Don't hold your breath for a US launch

Xiaomi is having a US coming-out party of sorts today in San Francisco. No, the company isn't going to start selling its phones here just yet, but the company did announce that it'll be selling some of its other products in the US later this year. To top it off, the company let us try out its latest phone, the 5.7-inch Mi Note. While I haven't gotten the phone online yet (there's no SIM card, and the Wi-Fi networks here are rather flaky), it's still notable to get a chance to check out Xiaomi's flagship, which doesn't really have a presence outside China just yet.
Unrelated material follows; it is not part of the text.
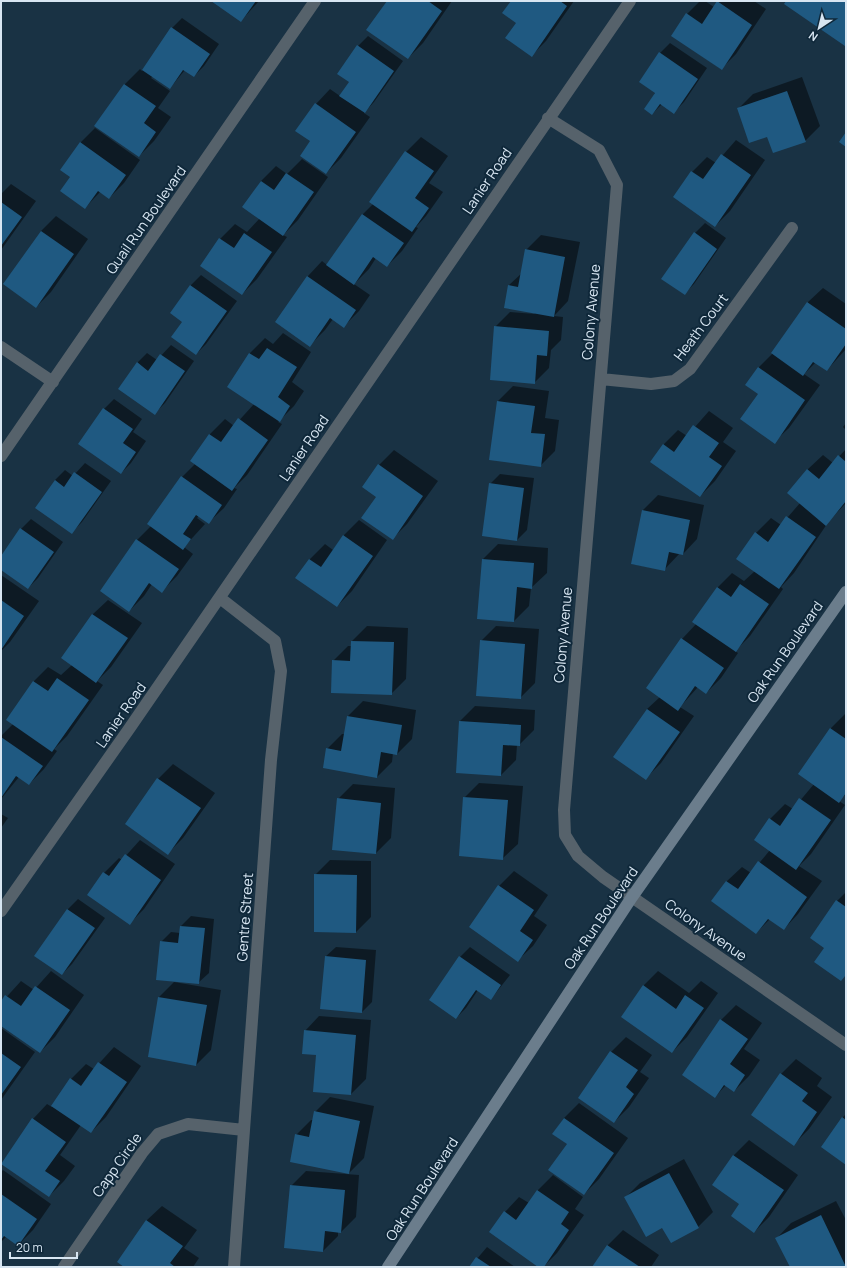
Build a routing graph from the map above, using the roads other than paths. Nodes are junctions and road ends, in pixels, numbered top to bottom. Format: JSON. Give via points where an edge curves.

Much has been made of Xiaomi's penchant for copying Apple's design language, but the first thing this phone reminded me of was not the iPhone 6 Plus — in my hands, it felt much more like a larger version of the HTC One M8. The sloping, curved back plus the aluminum band around the middle both looks and feels quite a bit like HTC's flagship. That said, there are a host of small details here and there that call to mind a number of iPhone models — in particular the dual glass front and back design is unavoidably reminiscent of Apple's iPhone 4 and 4S. That aside, it isn't really fair to call this a straight iPhone knockoff, not by a long shot.

For such a large phone, the Mi Note feels surprisingly comfortable in my hands — the power button is perfectly located, at least for me, and the glass back makes it a lot less slippery than the iPhone 6 Plus. The 1080p screen is predictably gorgeous, and the gentle slope of the front "2.5D" glass makes swiping through screens quite pleasing — I love that feeling on the new iPhones and I love it here, as well.

Software-wise, the Mi Note is running Xiaomi's custom MIUI software on top of Android. In my brief usage, it feels a lot like a mix between Samsung's more garish TouchWiz UI and Apple's iOS. There are a lot of errant bleeps and bloops as I make my way through the OS, but there's a uniformity and cleanliness to the design that invokes iOS a bit here. It's as fast and fluid as you'd expect a phone with such powerful hardware to be, though again I haven't tested it extensively yet. Fortunately, Xiaomi is letting us keep this phone for a while, so we'll get to dig in more soon and find out exactly what is making its hardware so popular in China and elsewhere.